Growth stocks are companies that investors expect to expand quickly, reinvesting their profits to grow rather than paying large dividends. A growth ETF bundles many of these companies into one fund, giving you exposure to the growth style without picking individual names.

These funds often lean toward technology and other fast-moving industries, and their holdings tend to trade at higher valuations because investors are paying up for expected future growth.

Growth vs value

Growth and value are two long-standing investing styles. Growth funds favor companies with rapid expansion and higher valuations. Value funds favor companies that look cheap relative to their fundamentals, often more mature and slower-growing businesses.

Neither style wins forever. There have been long stretches where growth led the market and others where value did, which is why some investors hold both. Our growth versus value guide explores the distinction in detail.

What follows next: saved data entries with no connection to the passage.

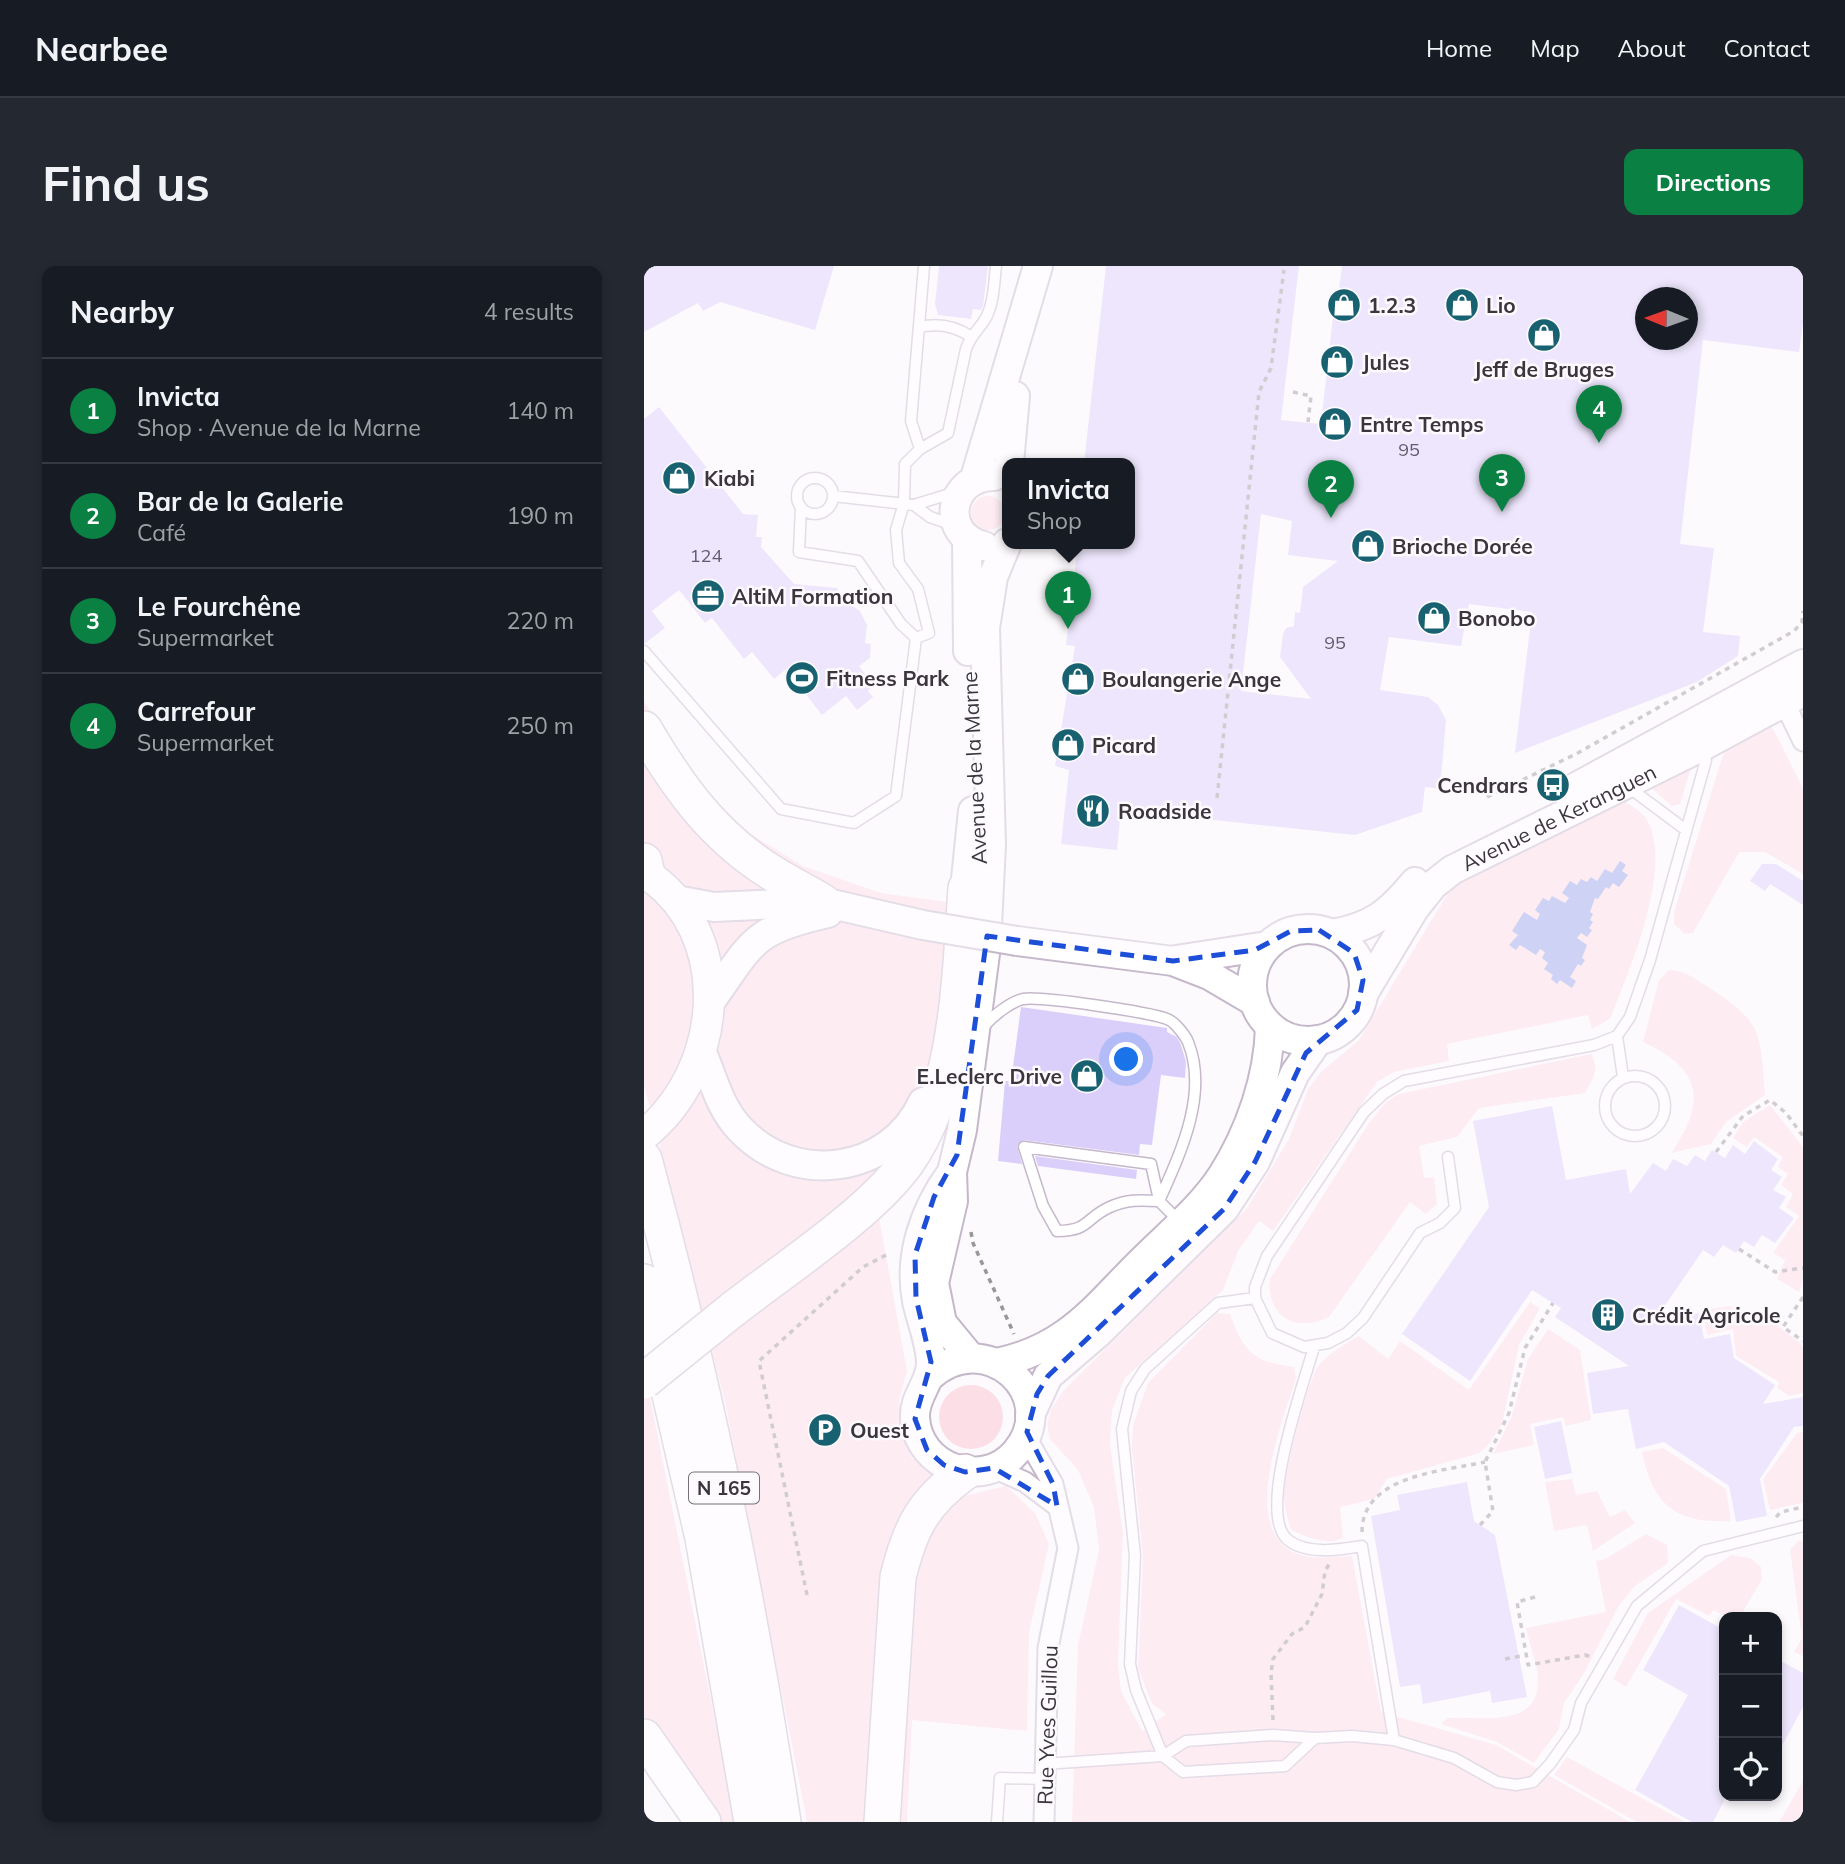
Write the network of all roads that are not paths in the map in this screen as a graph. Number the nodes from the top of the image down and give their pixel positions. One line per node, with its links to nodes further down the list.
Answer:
1 (924, 266): 5 (lane)
2 (996, 266): 6 (lane)
3 (1038, 266): 10 (main road)
4 (1053, 266): 8 (main road)
5 (919, 327): 6 (lane); 7 (lane)
6 (970, 336): 7 (lane)
7 (920, 449): 12 (lane)
8 (1009, 458)
9 (1002, 478): 10 (main road)
10 (968, 484): 12 (lane); 14 (main road, Avenue de la Marne)
11 (833, 496): 12 (lane); 13 (lane); 13 (lane)
12 (909, 504): 14 (lane); 17 (lane)
13 (802, 507): 17 (lane)
14 (963, 534): 15 (main road); 26 (main road, Avenue de la Marne)
15 (1002, 544)
16 (1005, 549): 37 (main road, Avenue de la Marne)
17 (916, 638): 18 (lane)
18 (644, 651)
19 (1803, 664): 22 (main road, Avenue de Keranguen)
20 (1793, 697): 23 (street); 24 (main road, Avenue de Keranguen)
21 (644, 729): 31 (highway)
22 (1663, 741): 24 (lane); 25 (lane); 33 (main road, Avenue de Keranguen)
23 (1803, 741)
24 (1701, 747): 25 (main road, Avenue de Keranguen); 27 (lane)
25 (1632, 781): 27 (lane); 36 (main road, Avenue de Keranguen)
26 (973, 811): 29 (main road); 37 (main road, Avenue de la Marne)
27 (1686, 830): 41 (lane)
28 (645, 869): 30 (main road)
29 (966, 888): 44 (main road); 57 (highway, bridge)
30 (676, 900): 31 (main road); 38 (main road)
31 (823, 902): 32 (main road)
32 (876, 915): 35 (main road, bridge); 38 (main road)
33 (1332, 934): 34 (main road); 36 (main road)
34 (1267, 946): 35 (main road); 39 (main road)
35 (1173, 961): 39 (main road)
36 (1363, 994): 43 (main road)
37 (977, 998): 42 (main road, Avenue de la Marne)
38 (710, 1002): 44 (main road)
39 (1255, 1002): 40 (main road)
40 (1270, 1026): 43 (main road); 51 (main road)
41 (1617, 1036): 45 (lane); 53 (lane)
42 (973, 1040): 49 (main road, Avenue de la Marne); 50 (lane)
43 (1318, 1040): 58 (main road)
44 (702, 1053): 46 (main road)
45 (1623, 1077): 45 (lane)
46 (644, 1135)
47 (1448, 1157): 54 (lane)
48 (644, 1159): 69 (highway, N 165)
49 (952, 1172): 55 (main road, Avenue de la Marne); 56 (main road, Avenue de la Marne)
50 (1159, 1201): 50 (lane); 51 (lane)
51 (1180, 1223): 55 (main road)
52 (644, 1282): 68 (highway, N 165)
53 (1255, 1298): 54 (lane); 65 (lane)
54 (1314, 1347): 64 (lane)
55 (984, 1360): 56 (main road); 58 (main road)
56 (929, 1377): 59 (main road)
57 (644, 1381)
58 (1029, 1424): 59 (main road); 60 (street, Rue Yves Guillou)
59 (980, 1470): 60 (street); 70 (highway)
60 (1057, 1506): 66 (street, Rue Yves Guillou)
61 (1803, 1526): 64 (lane)
62 (644, 1737): 67 (highway)
63 (1315, 1738): 64 (lane); 65 (lane); 65 (lane)
64 (1394, 1740)
65 (1163, 1756): 66 (lane)
66 (1044, 1772): 71 (lane); 72 (street, Rue Yves Guillou)
67 (703, 1822)
68 (752, 1822)
69 (783, 1822)
70 (882, 1822)
71 (997, 1822)
72 (1044, 1822)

  • Growth: faster expansion, higher valuations, smaller dividends
  • Value: cheaper valuations, often steadier, more dividends
  • Leadership rotates between the two styles over time

Why investors use them

Investors use growth ETFs to tilt toward companies with strong expansion potential, hoping to capture above-average returns when those businesses do well. The funds also concentrate the kind of innovative, fast-moving firms that drive a lot of market attention.

A growth ETF can be a core holding for someone comfortable with volatility, or a tilt layered on top of a broad index fund. How it fits depends on your goals and risk tolerance.

What to keep in mind

Higher expected growth comes with higher valuations, and that makes growth funds more volatile. When sentiment turns, expensive stocks can fall hard, so growth ETFs often see deeper drawdowns than the broad market.

They also tend to be concentrated in a handful of very large technology companies, which can overlap heavily with a broad index fund you may already own. Knowing what is inside helps you avoid doubling up unintentionally.

💡 Higher growth, bigger swings:Because growth stocks are priced for the future, they can rise quickly and fall just as quickly when expectations change. Expect a bumpier ride than a broad index fund.

Frequently asked questions

What is a growth ETF?

A growth ETF is a fund that holds companies expected to grow their revenue and earnings quickly, often technology-focused firms that reinvest profits instead of paying large dividends. It gives exposure to the growth investing style in one product.

What is the difference between a growth ETF and a value ETF?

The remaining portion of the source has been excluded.